Problem description:
Could you print each entry below verbatim while omitting the pictures?

Information provided:
++++++++++++++++++++

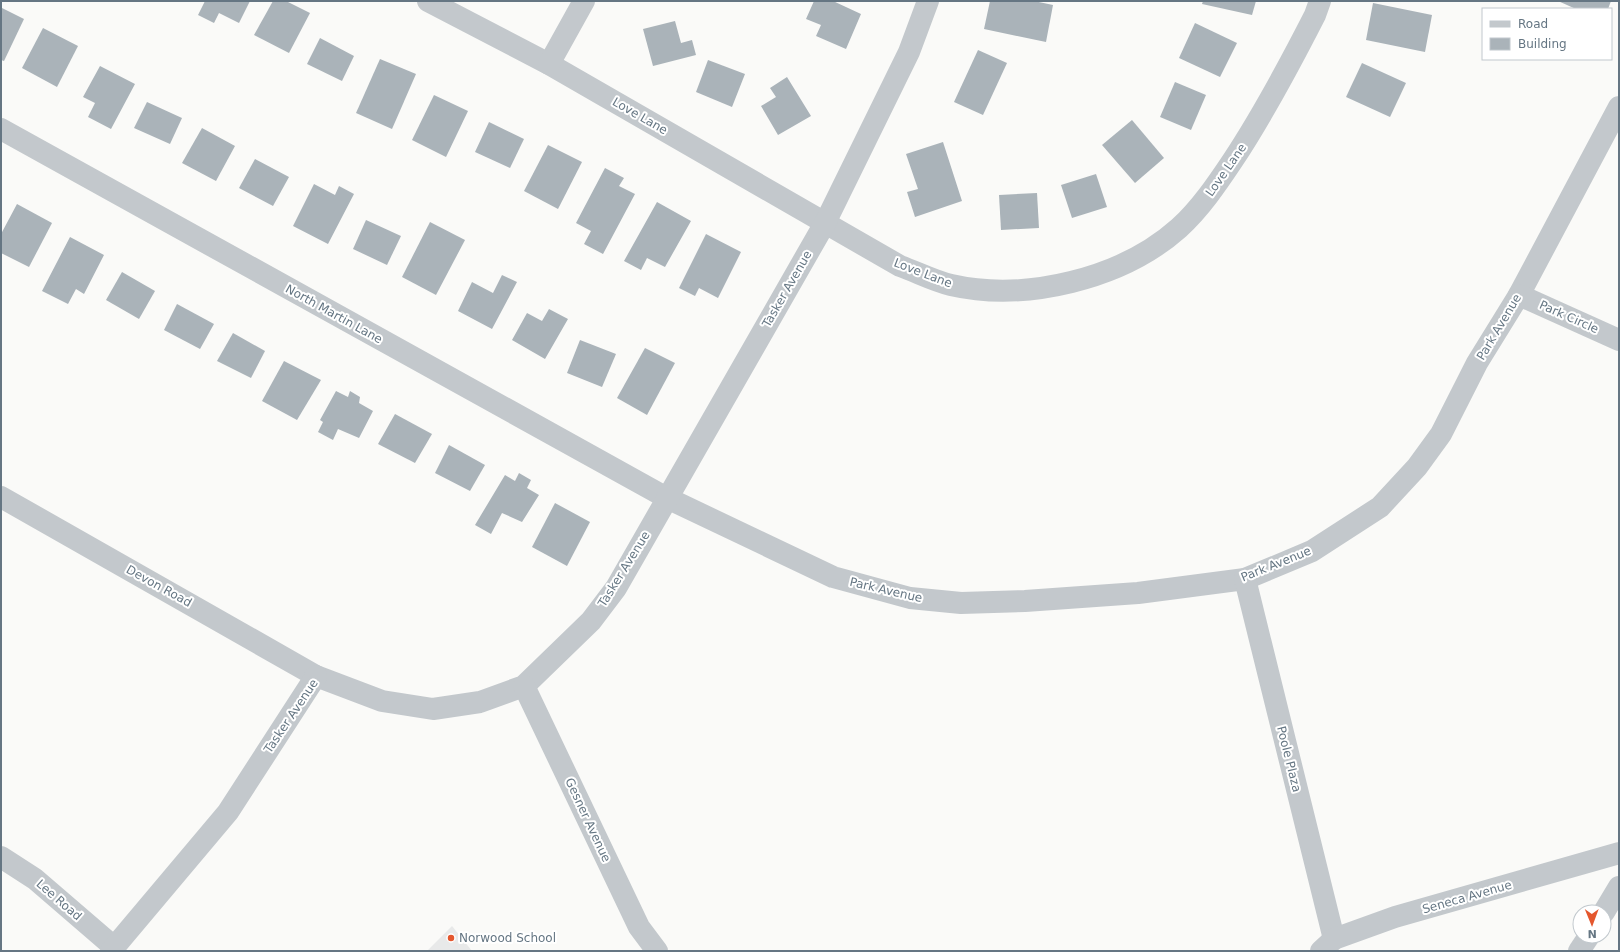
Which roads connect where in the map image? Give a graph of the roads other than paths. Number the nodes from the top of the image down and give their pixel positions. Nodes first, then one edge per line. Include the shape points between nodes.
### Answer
1 (428, 1) edge
2 (584, 1) edge
3 (928, 1) edge
4 (1320, 1) edge
5 (549, 64) junction
6 (1619, 107) edge
7 (1, 129) edge
8 (825, 223) junction
9 (1519, 295) junction
10 (1619, 340) edge
11 (1, 497) edge
12 (667, 498) junction
13 (1244, 579) junction
14 (316, 676) junction
15 (524, 686) junction
16 (1619, 853) edge
17 (1, 857) edge
18 (1619, 887) edge
19 (1609, 904) edge
20 (1327, 945) edge
21 (112, 949) edge
22 (657, 951) edge

1 - 5 street, Love Lane
2 - 5 street
3 - 8 street, Tasker Avenue via 909,52
4 - 8 street, Love Lane via 1315,15 1252,132 1214,189 1179,228 1144,252 1110,269 1084,278 1020,290 951,285 900,266
5 - 8 street, Love Lane
6 - 9 street, Park Avenue
7 - 12 street, North Martin Lane
8 - 12 street, Tasker Avenue
9 - 10 street, Park Circle
9 - 13 street, Park Avenue via 1477,363 1441,434 1417,467 1380,507 1312,551
11 - 14 street, Devon Road
12 - 13 street, Park Avenue via 833,577 910,598 961,603 1025,601 1138,593
12 - 15 street, Tasker Avenue via 616,588 591,621
13 - 20 street, Poole Plaza
14 - 15 street, Tasker Avenue via 382,701 433,709 480,702
14 - 21 street, Tasker Avenue via 228,812
15 - 22 street, Gesner Avenue via 639,927
16 - 20 street, Seneca Avenue via 1396,917
17 - 21 street, Lee Road via 35,879
18 - 19 street

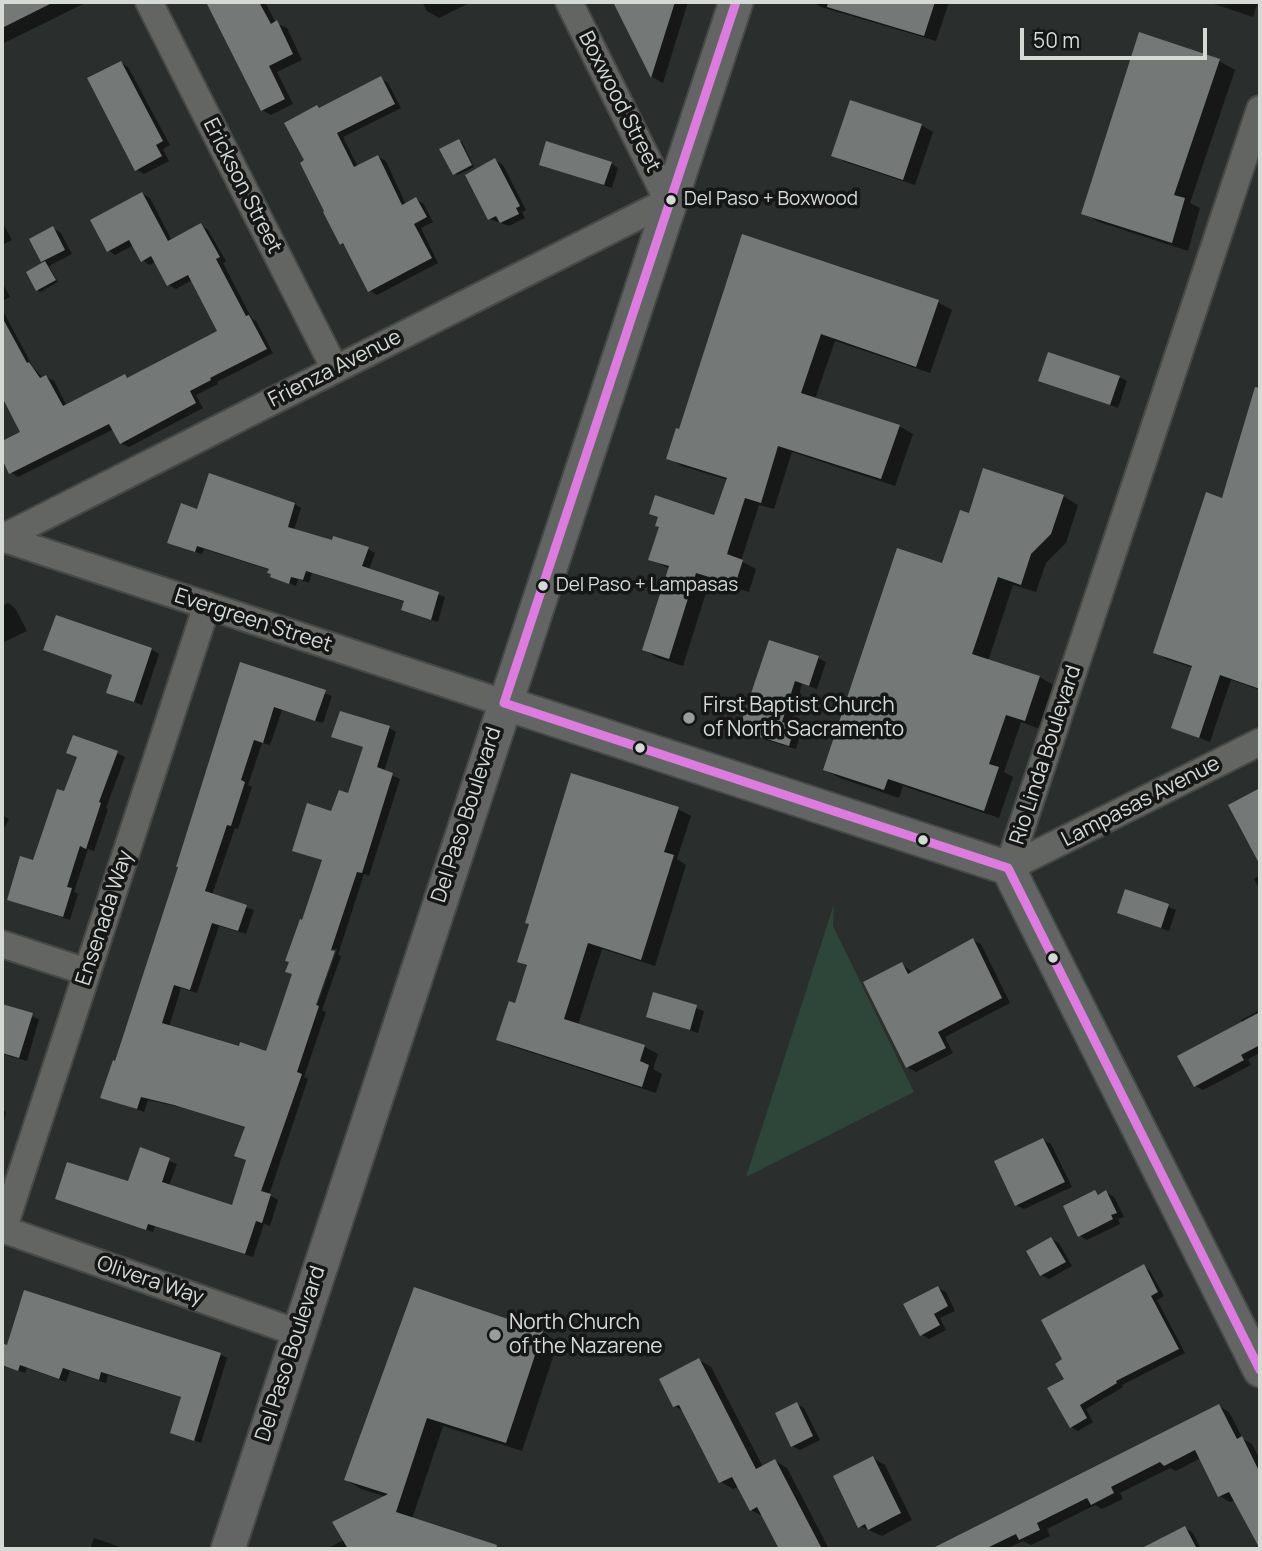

++++++++++++++++++++

Output of the exercise:
Which roads connect where in the map image? Give a graph of the roads other than paths. Number the nodes from the top of the image down and give their pixel positions. Nodes first, then one edge per line. Include the shape points between nodes.
### Answer
1 (428, 1) edge
2 (584, 1) edge
3 (928, 1) edge
4 (1320, 1) edge
5 (549, 64) junction
6 (1619, 107) edge
7 (1, 129) edge
8 (825, 223) junction
9 (1519, 295) junction
10 (1619, 340) edge
11 (1, 497) edge
12 (667, 498) junction
13 (1244, 579) junction
14 (316, 676) junction
15 (524, 686) junction
16 (1619, 853) edge
17 (1, 857) edge
18 (1619, 887) edge
19 (1609, 904) edge
20 (1327, 945) edge
21 (112, 949) edge
22 (657, 951) edge

1 - 5 street, Love Lane
2 - 5 street
3 - 8 street, Tasker Avenue via 909,52
4 - 8 street, Love Lane via 1315,15 1252,132 1214,189 1179,228 1144,252 1110,269 1084,278 1020,290 951,285 900,266
5 - 8 street, Love Lane
6 - 9 street, Park Avenue
7 - 12 street, North Martin Lane
8 - 12 street, Tasker Avenue
9 - 10 street, Park Circle
9 - 13 street, Park Avenue via 1477,363 1441,434 1417,467 1380,507 1312,551
11 - 14 street, Devon Road
12 - 13 street, Park Avenue via 833,577 910,598 961,603 1025,601 1138,593
12 - 15 street, Tasker Avenue via 616,588 591,621
13 - 20 street, Poole Plaza
14 - 15 street, Tasker Avenue via 382,701 433,709 480,702
14 - 21 street, Tasker Avenue via 228,812
15 - 22 street, Gesner Avenue via 639,927
16 - 20 street, Seneca Avenue via 1396,917
17 - 21 street, Lee Road via 35,879
18 - 19 street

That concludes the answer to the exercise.